Mural and Blighted Building at Monument & Howard

Mural and Blighted Building at Monument & HowardTuesday’s ride downtown to meet the shuttle to work was a chilly one. It was that kind of cold that makes your eyes water and freeze over, the kind that makes the cold of the helmet buckle almost painful against red skin. The good thing about biking, though, is after about ten minutes, you’re all warmed up, and that takes the edge off. It took more like fifteen minutes on this early morning, but it just felt good to be back on the bike and part of the world in that way that is so very specific to being on a bike. I hit all the red lights, so it was a slow go, as it is when all of us are headed in the same direction at the same time, regardless of how we’re doing it.

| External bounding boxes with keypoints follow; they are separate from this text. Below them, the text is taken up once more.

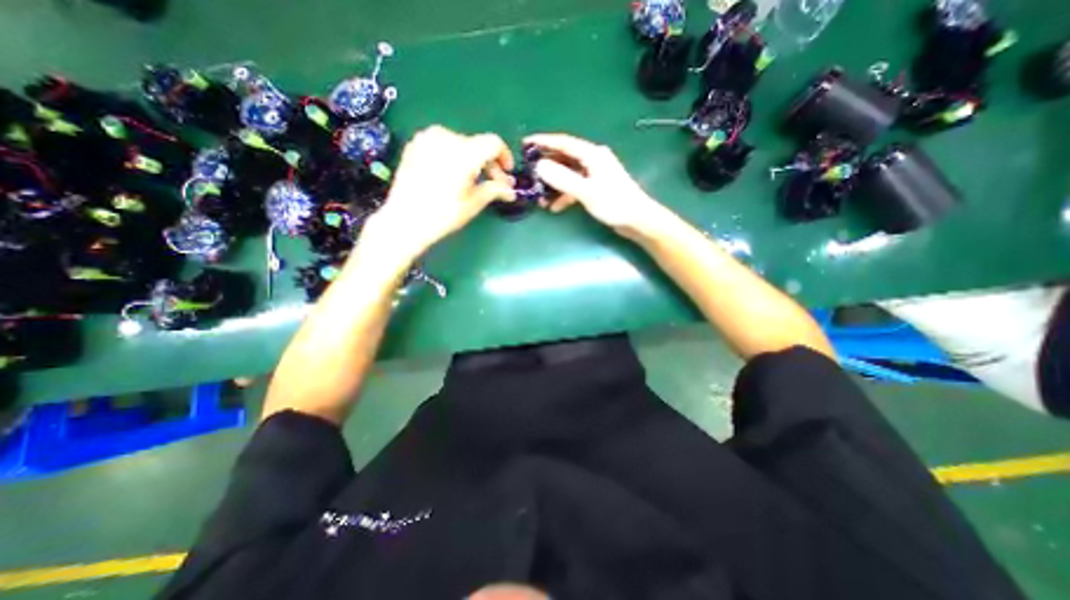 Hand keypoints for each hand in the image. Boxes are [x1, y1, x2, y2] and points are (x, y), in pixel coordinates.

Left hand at [366, 124, 515, 256]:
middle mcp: (446, 138)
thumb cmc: (443, 215)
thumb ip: (495, 189)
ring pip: (460, 144)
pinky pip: (442, 145)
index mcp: (464, 152)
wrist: (404, 220)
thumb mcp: (474, 203)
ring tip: (470, 180)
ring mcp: (427, 138)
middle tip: (492, 183)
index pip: (493, 143)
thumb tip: (509, 189)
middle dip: (488, 163)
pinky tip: (451, 175)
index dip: (505, 156)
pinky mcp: (414, 144)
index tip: (506, 172)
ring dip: (471, 159)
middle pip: (477, 144)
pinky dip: (452, 156)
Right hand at [524, 133, 666, 235]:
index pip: (563, 143)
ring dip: (554, 185)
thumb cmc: (614, 203)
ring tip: (539, 197)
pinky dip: (564, 195)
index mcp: (592, 155)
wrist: (637, 220)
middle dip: (546, 166)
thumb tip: (539, 166)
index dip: (543, 142)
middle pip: (564, 158)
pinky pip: (574, 187)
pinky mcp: (595, 188)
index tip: (524, 143)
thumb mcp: (586, 191)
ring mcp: (594, 174)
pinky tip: (555, 207)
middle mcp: (593, 160)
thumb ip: (563, 179)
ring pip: (568, 174)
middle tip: (528, 173) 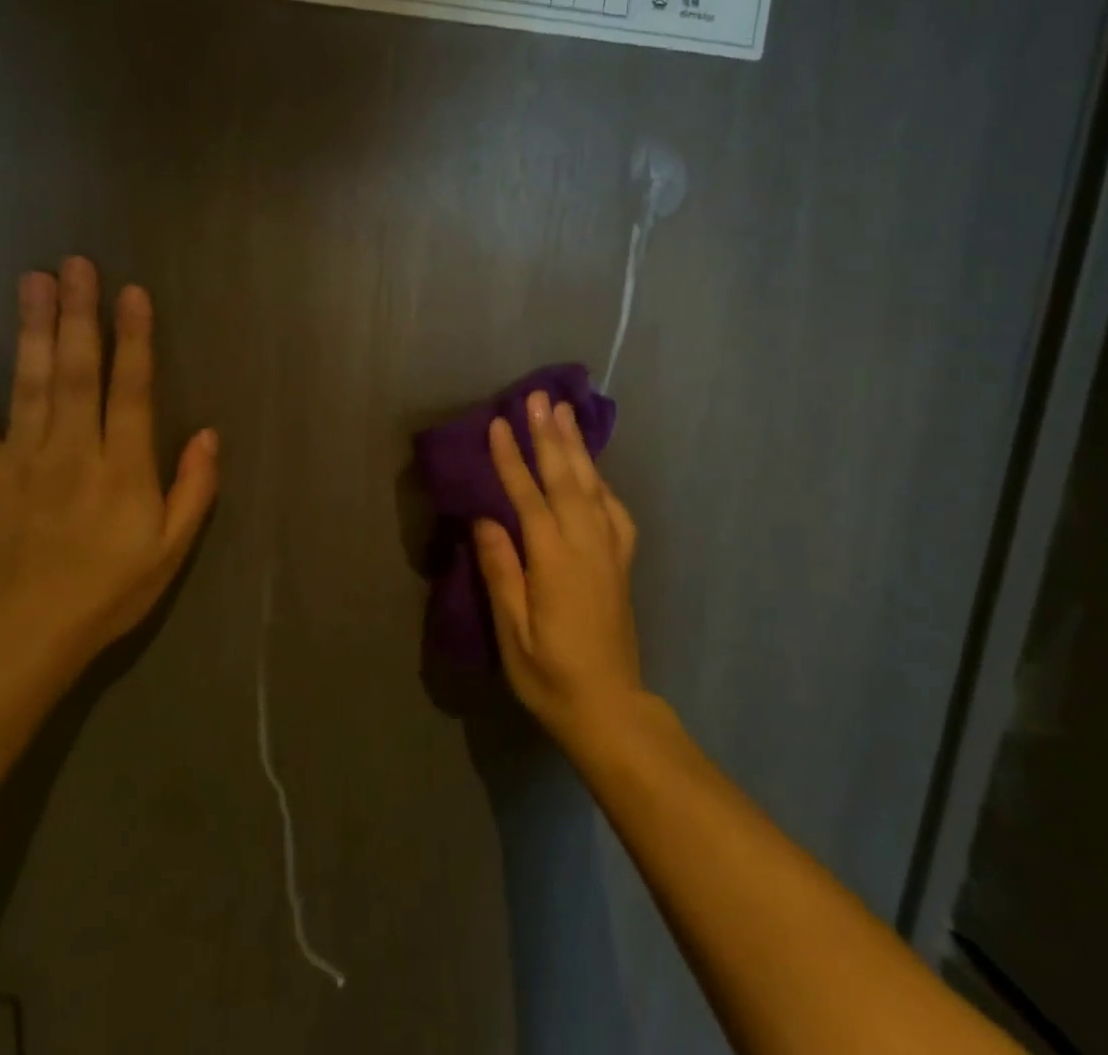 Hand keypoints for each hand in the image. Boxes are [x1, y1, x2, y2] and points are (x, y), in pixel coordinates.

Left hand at [0, 257, 218, 658]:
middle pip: (77, 370)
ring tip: (35, 279)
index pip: (132, 389)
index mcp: (122, 468)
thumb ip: (193, 489)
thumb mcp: (170, 550)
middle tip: (77, 264)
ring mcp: (20, 458)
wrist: (19, 638)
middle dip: (80, 314)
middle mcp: (72, 449)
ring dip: (33, 327)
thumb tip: (209, 434)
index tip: (133, 294)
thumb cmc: (107, 592)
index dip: (134, 339)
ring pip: (29, 381)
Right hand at [475, 390, 644, 751]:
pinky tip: (594, 470)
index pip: (529, 498)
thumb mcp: (513, 633)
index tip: (499, 424)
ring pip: (593, 486)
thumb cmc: (550, 676)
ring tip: (566, 413)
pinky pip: (614, 510)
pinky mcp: (621, 562)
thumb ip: (501, 572)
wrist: (610, 708)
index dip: (512, 460)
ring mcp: (609, 551)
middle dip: (550, 436)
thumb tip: (486, 520)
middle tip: (540, 398)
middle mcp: (587, 545)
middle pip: (567, 479)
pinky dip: (602, 481)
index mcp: (555, 561)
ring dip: (578, 447) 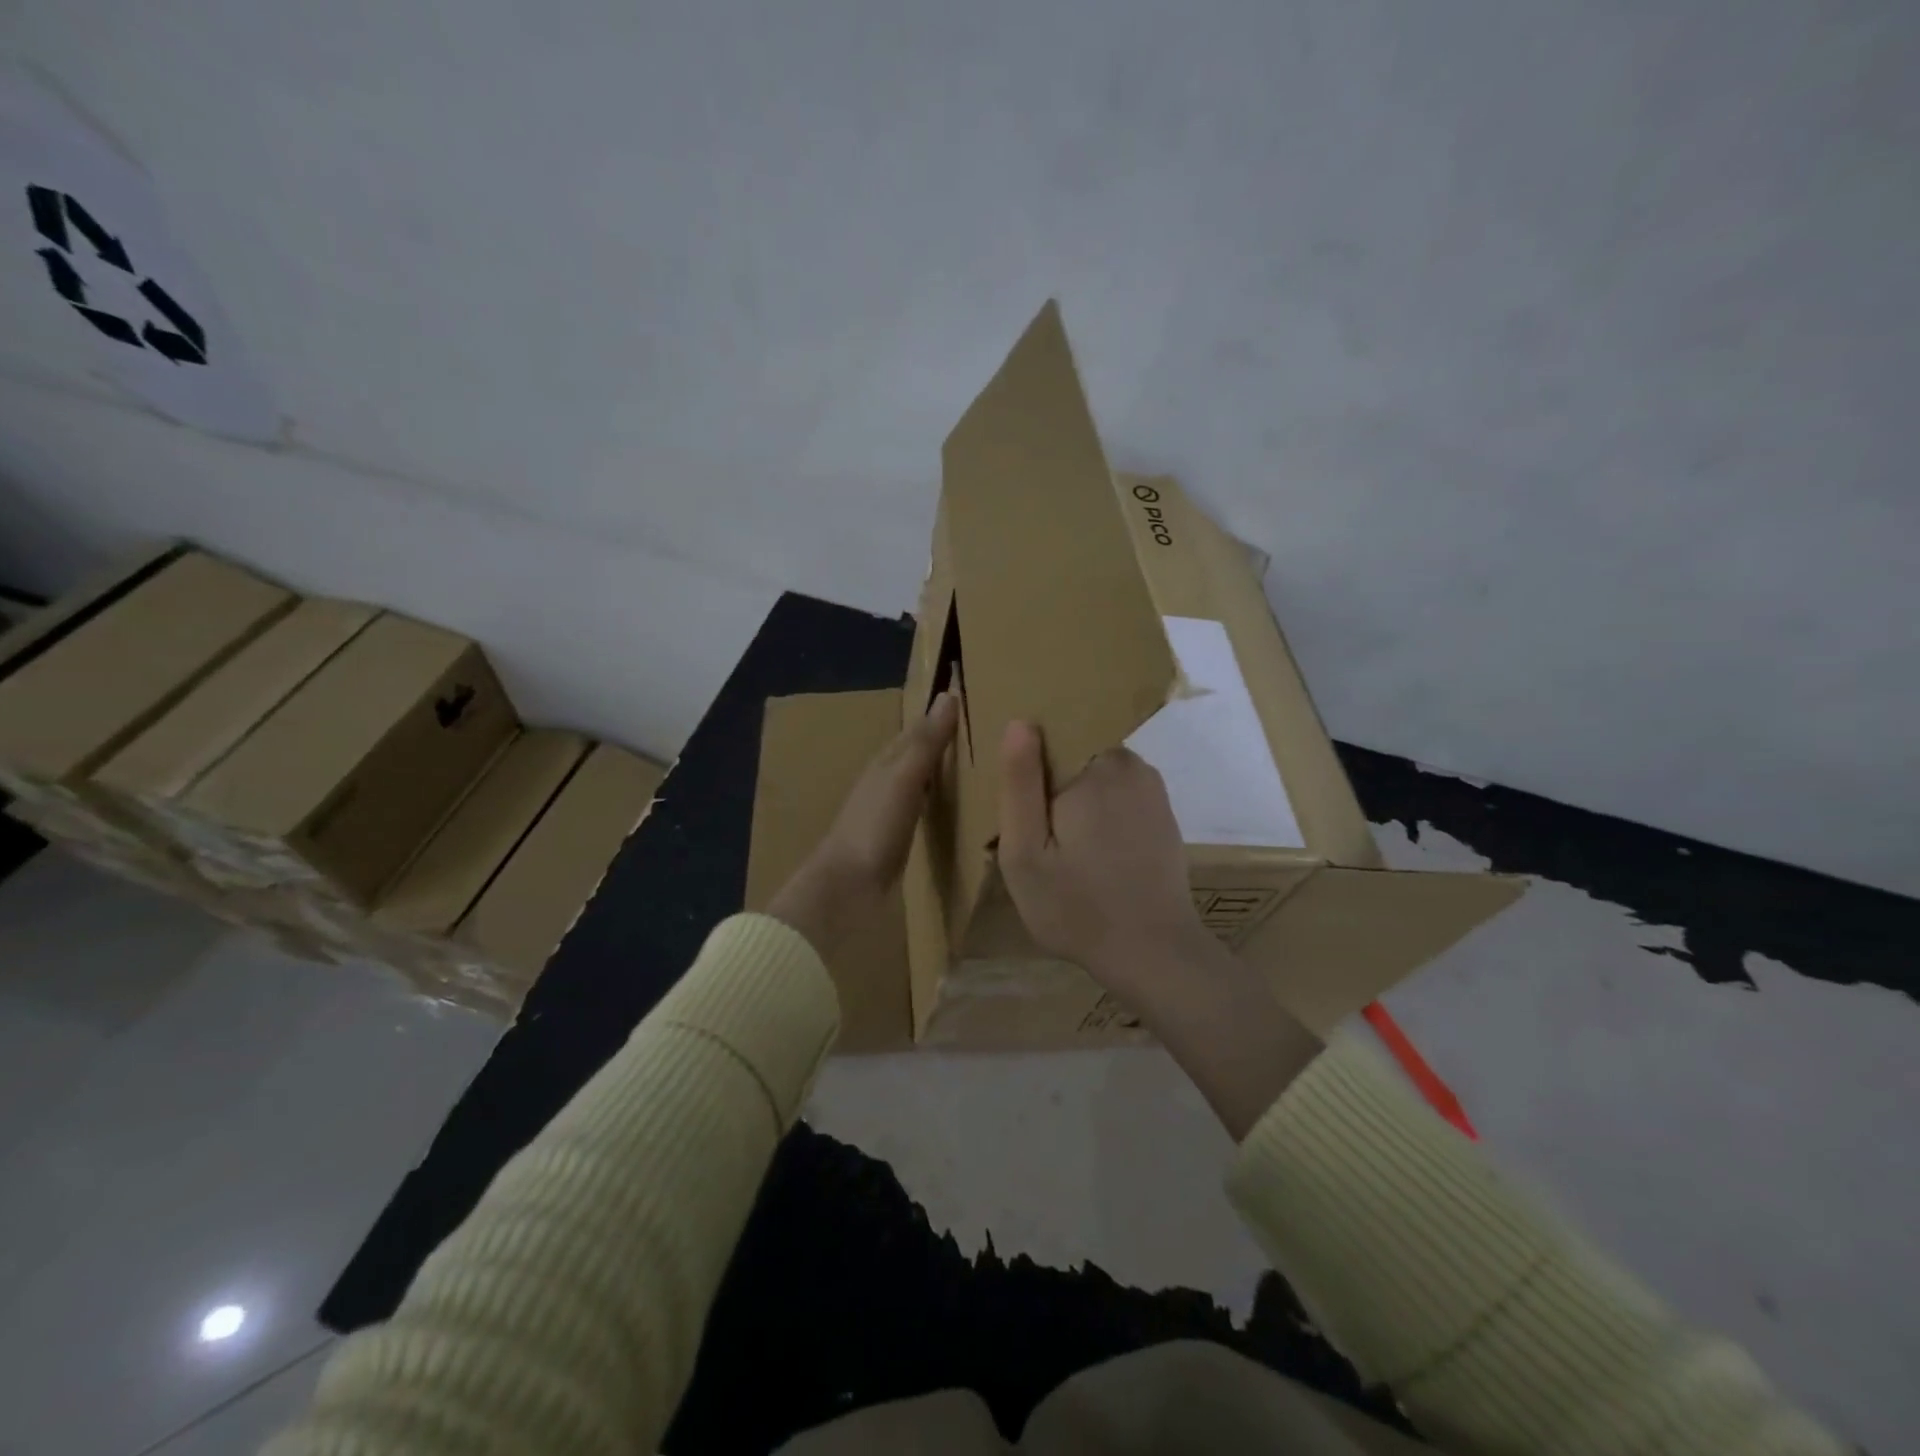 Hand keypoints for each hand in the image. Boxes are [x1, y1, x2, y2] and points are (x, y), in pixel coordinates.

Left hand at [766, 691, 958, 955]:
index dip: (939, 718)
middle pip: (916, 756)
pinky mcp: (896, 842)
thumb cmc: (874, 826)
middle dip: (942, 745)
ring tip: (978, 771)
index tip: (971, 704)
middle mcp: (884, 783)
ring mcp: (888, 814)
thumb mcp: (903, 777)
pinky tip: (956, 812)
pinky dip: (939, 804)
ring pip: (919, 783)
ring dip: (941, 775)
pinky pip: (922, 811)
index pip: (915, 732)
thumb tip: (948, 695)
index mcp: (884, 763)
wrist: (847, 888)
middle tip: (984, 738)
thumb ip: (926, 742)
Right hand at [995, 720, 1212, 1005]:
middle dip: (1052, 785)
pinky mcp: (1162, 813)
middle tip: (1036, 836)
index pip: (1051, 737)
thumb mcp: (1025, 852)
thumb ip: (1019, 784)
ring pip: (1096, 775)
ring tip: (1061, 848)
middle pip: (1074, 755)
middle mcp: (1130, 765)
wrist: (1153, 953)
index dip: (1028, 766)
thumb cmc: (1077, 906)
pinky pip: (1119, 794)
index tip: (1017, 803)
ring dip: (1077, 800)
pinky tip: (1091, 853)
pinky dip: (1101, 813)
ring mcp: (1152, 789)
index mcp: (1094, 767)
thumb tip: (1020, 721)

I snapped this picture as I waited for the light to change at Monument and Howard. These are the light rail tracks, always a special bump-da-bump part of the ride. On days when I take the bus, I’m often early and wander up and down Howard and adjoining streets. It’s so strange to me that the Howard Street corridor in downtown Baltimore runs through so many vacant, boarded up buildings. The one across this street features a great mural, but it’s that part where a mural in a central city often signifies an area that has been otherwise abandoned. That open window at the very top of the building shows not the inside of a home or business, but another bricked-off wall. Worst window ever. The light rail here was planned in the 1960s, but it wasn’t built until the late 1980s, pushed by Donald Schaefer as a way to get people downtown to the new Oriole Park at Camden Yards. It opened in April 1992, the very month the Orioles started to play there. It was built to bring suburbanites into the city center to watch baseball games, and I wonder if that’s part of why the stations between the stadium and Mount Washington run through so much abandonment, because these other areas aren’t meant for those folks, but for the people who actually live and work here, in the in-betweens. And then the light turned green and I was on my way, up this hill and down through Lexington Market, dodging a zillion pedestrians–that place is alive in the mornings, I tell you–and over to the covered bike racks at the med center. The ride home that afternoon was all sunshine and chilly blue skies, and spring was already on my mind.